Advertisement

Review: Neil Gaiman wields Thor’s hammer in ‘Norse Mythology’

Share

No contemporary fiction writer gets more of his power from the mythological tradition than Neil Gaiman. Almost all of his work, from the “Sandman” comics he wrote in the ‘80s and ‘90s to prose novels such as “American Gods” and children’s books such as “Coraline,” ingeniously fragments and integrates the raw materials of myth into present-day settings and perspectives. At his best, Gaiman does with folkloric storytelling something like what Bob Dylan does with the blues and folk song tradition: He’s absorbed so much mythology that his own work flows naturally out of it, and his narrative voice is richer for its echoes of the old stories. He occasionally comes off as a self-serious For-I-Am-a-Teller-of-Tales sort, but his storytelling chops have numberless generations of expertise bolstering them.

“Norse Mythology” is something a bit different for Gaiman: It’s his rendering of 15 stories from what little remains of the pre-Christian Scandinavian myths that were recorded in and around the 13th century. It’s not quite a translation (Gaiman’s introduction notes that his sources were mostly various English translations of the “Poetic Edda” and Snorri Sturluson’s “Prose Edda”), and not an entirely free adaptation: His additions are a storyteller’s flourishes rather than new pieces of narrative. As always, Gaiman’s a charming raconteur. The project itself, though, seems oddly superfluous.

Little remains of what seems to have been a substantial body of the Norse storytellers’ fables about their gods; some of them survived only as explanations of particular figures of speech used by poets. Even so, a handful of characters and elements of the extant stories — the hammer-wielding thunder god Thor, his father, Odin, who sacrificed an eye for knowledge, and the mercurial trickster Loki, as well as their home of Asgard — are remarkably well-known in the present day.
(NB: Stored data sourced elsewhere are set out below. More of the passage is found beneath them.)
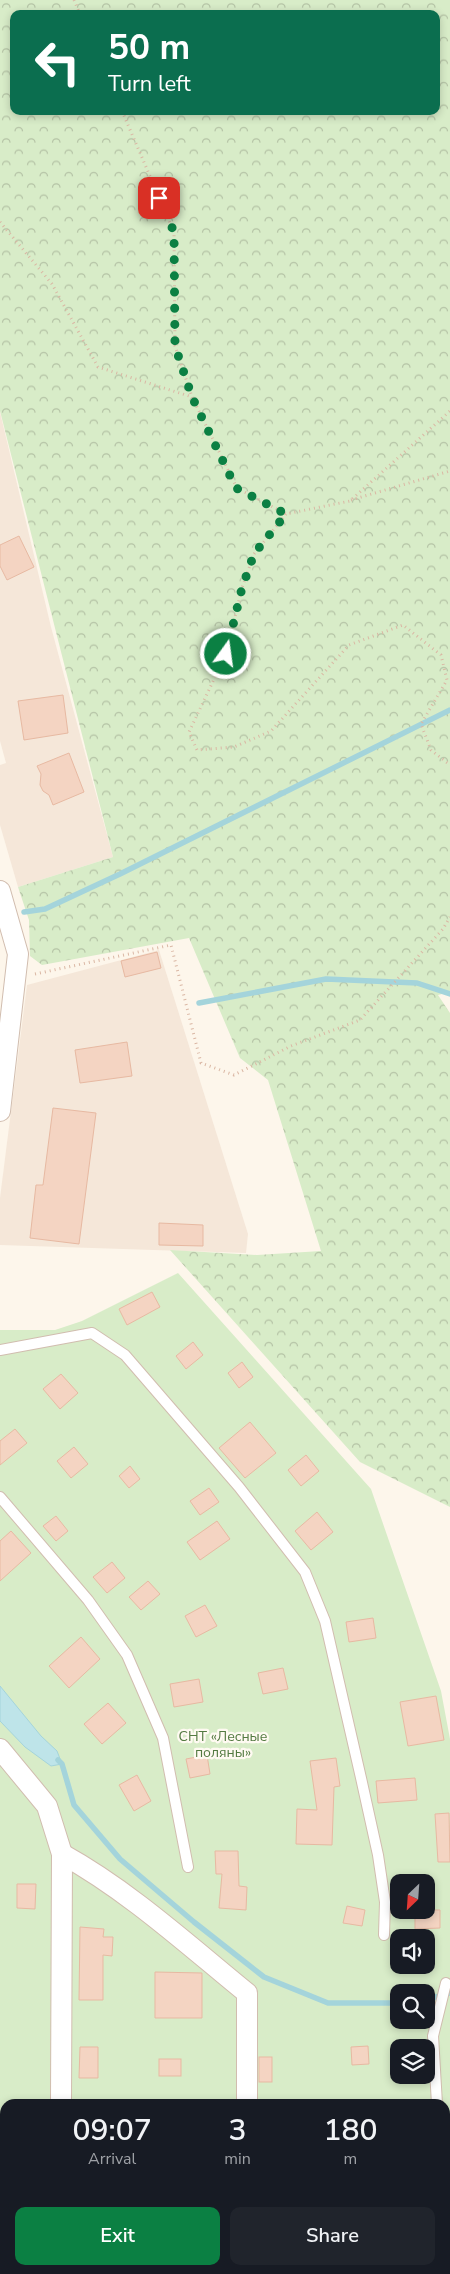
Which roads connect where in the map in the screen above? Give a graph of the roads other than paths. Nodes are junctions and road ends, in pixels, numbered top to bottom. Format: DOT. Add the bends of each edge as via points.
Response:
graph roads {
  1 [pos="0,891"];
  2 [pos="0,1111"];
  3 [pos="0,1350"];
  4 [pos="0,1497"];
  5 [pos="0,1749"];
  6 [pos="62,1854"];
  7 [pos="188,1867"];
  8 [pos="384,1935"];
  9 [pos="446,1982"];
  10 [pos="61,2099"];
  11 [pos="247,2099"];
  12 [pos="437,2099"];
  1 -- 2 [label="street" via="18,954"];
  3 -- 8 [label="lane" via="92,1333 125,1355 240,1487 305,1572 324,1621 378,1855 385,1902"];
  4 -- 7 [label="lane" via="88,1600 127,1655 163,1738"];
  5 -- 6 [label="street" via="47,1806"];
  6 -- 10 [label="street"];
  6 -- 11 [label="street" via="146,1911 248,1993"];
  9 -- 12 [label="lane" via="433,2036"];
}
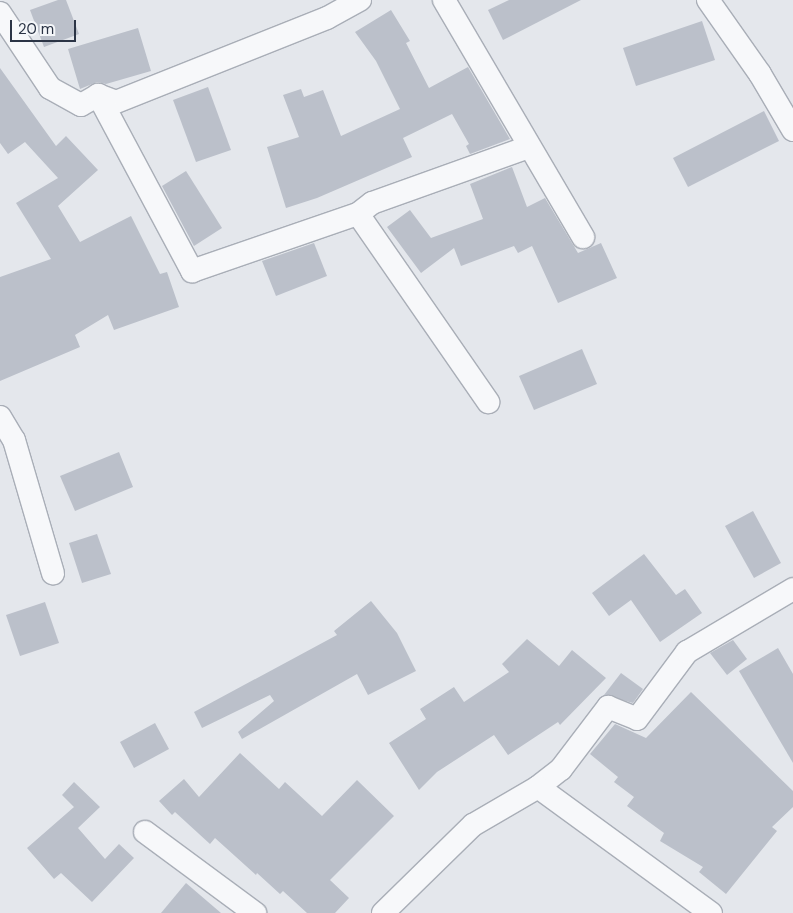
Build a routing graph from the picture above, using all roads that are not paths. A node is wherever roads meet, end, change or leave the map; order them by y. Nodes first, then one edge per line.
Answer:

That’s almost entirely thanks to the “Thor” comic books that Marvel Comics has been publishing since 1962, and their various media derivatives. (Ask anyone what color Thor’s hair is; you’re far more likely to hear “blond,” which is the case in the comics and recent movies based on them, than “red,” as in the Icelandic sagas that postdated the “Edda” collections. He’s “red-bearded” in Gaiman’s book.)

Advertisement

In fact, Gaiman’s first exposure to Asgard was “as a small boy, no more than seven, reading the adventures of the Mighty Thor as depicted by American comics artist Jack Kirby, in stories plotted by Kirby and Stan Lee and dialogued by Stan Lee’s brother, Larry Lieber.” A 6-year-old Gaiman might well have run across reprints of those earliest stories in the 1967 British magazine “Fantastic!” (He doesn’t, however, mention any of the subsequent creators who worked on “Thor” comics; a handful of 1978 issues written by Roy Thomas, for instance, adapted the same well-circulated Norse tales that are revisited here as “Thor’s Journey to the Land of the Giants,” “Mimir’s Head and Odin’s Eye” and “The Death of Balder.”) In any case, the Norse pantheon stuck with Gaiman: Loki and Odin both play significant roles in his novel “American Gods,” whose TV adaptation will air this spring on Starz.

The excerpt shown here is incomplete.